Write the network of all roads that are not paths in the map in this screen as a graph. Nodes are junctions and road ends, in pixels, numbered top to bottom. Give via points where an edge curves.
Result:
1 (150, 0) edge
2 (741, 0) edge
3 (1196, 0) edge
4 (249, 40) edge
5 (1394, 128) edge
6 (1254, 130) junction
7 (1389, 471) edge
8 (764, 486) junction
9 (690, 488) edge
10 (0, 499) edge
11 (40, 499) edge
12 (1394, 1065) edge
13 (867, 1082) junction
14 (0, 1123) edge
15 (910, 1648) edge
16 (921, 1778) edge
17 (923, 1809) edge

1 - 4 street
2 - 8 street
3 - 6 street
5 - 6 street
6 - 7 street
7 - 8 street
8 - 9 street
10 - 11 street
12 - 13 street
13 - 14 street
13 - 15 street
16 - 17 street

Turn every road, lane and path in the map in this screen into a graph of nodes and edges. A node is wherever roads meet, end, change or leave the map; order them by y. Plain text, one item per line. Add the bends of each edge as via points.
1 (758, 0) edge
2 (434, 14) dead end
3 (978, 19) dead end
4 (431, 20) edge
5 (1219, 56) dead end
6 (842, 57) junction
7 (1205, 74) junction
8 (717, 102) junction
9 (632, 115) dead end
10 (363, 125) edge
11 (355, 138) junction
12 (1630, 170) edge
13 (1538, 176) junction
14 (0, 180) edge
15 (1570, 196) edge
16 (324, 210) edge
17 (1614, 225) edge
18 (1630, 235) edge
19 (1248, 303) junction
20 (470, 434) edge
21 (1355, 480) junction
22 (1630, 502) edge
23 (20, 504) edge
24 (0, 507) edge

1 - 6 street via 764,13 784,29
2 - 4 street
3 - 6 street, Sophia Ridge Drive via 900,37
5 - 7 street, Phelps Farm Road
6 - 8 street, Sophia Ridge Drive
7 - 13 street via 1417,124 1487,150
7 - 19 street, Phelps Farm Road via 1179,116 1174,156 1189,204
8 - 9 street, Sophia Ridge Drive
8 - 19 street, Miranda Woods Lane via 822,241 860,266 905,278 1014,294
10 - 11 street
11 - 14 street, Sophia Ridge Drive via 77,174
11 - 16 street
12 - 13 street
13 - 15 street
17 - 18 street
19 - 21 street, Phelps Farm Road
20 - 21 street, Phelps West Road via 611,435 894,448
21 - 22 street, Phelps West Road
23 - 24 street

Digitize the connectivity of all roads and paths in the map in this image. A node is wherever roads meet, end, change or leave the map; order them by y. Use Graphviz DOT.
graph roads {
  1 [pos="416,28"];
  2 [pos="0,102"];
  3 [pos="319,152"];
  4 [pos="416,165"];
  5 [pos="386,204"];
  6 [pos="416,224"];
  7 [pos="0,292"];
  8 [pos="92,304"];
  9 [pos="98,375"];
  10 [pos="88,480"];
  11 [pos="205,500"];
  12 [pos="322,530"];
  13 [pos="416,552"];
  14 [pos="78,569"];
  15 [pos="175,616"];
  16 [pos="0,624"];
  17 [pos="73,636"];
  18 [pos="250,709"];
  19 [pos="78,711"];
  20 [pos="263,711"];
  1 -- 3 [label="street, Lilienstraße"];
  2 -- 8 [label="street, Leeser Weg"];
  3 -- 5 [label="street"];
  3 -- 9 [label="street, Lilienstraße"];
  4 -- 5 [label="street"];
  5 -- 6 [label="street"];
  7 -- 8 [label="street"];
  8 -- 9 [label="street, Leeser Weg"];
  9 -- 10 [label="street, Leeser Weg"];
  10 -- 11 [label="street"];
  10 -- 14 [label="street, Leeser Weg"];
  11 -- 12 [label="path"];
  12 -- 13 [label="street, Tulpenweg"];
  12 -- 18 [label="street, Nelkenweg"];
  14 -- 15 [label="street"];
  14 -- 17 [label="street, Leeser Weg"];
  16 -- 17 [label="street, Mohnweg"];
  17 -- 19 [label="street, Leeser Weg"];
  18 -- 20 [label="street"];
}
· · ·
* _Work request_:
The lines to return run from the one containing "Digitize the connectivity" through the last line of the material above. Please reproduce them exactly.

* _Response to the exercise_:
Digitize the connectivity of all roads and paths in the map in this image. A node is wherever roads meet, end, change or leave the map; order them by y. Use Graphviz DOT.
graph roads {
  1 [pos="416,28"];
  2 [pos="0,102"];
  3 [pos="319,152"];
  4 [pos="416,165"];
  5 [pos="386,204"];
  6 [pos="416,224"];
  7 [pos="0,292"];
  8 [pos="92,304"];
  9 [pos="98,375"];
  10 [pos="88,480"];
  11 [pos="205,500"];
  12 [pos="322,530"];
  13 [pos="416,552"];
  14 [pos="78,569"];
  15 [pos="175,616"];
  16 [pos="0,624"];
  17 [pos="73,636"];
  18 [pos="250,709"];
  19 [pos="78,711"];
  20 [pos="263,711"];
  1 -- 3 [label="street, Lilienstraße"];
  2 -- 8 [label="street, Leeser Weg"];
  3 -- 5 [label="street"];
  3 -- 9 [label="street, Lilienstraße"];
  4 -- 5 [label="street"];
  5 -- 6 [label="street"];
  7 -- 8 [label="street"];
  8 -- 9 [label="street, Leeser Weg"];
  9 -- 10 [label="street, Leeser Weg"];
  10 -- 11 [label="street"];
  10 -- 14 [label="street, Leeser Weg"];
  11 -- 12 [label="path"];
  12 -- 13 [label="street, Tulpenweg"];
  12 -- 18 [label="street, Nelkenweg"];
  14 -- 15 [label="street"];
  14 -- 17 [label="street, Leeser Weg"];
  16 -- 17 [label="street, Mohnweg"];
  17 -- 19 [label="street, Leeser Weg"];
  18 -- 20 [label="street"];
}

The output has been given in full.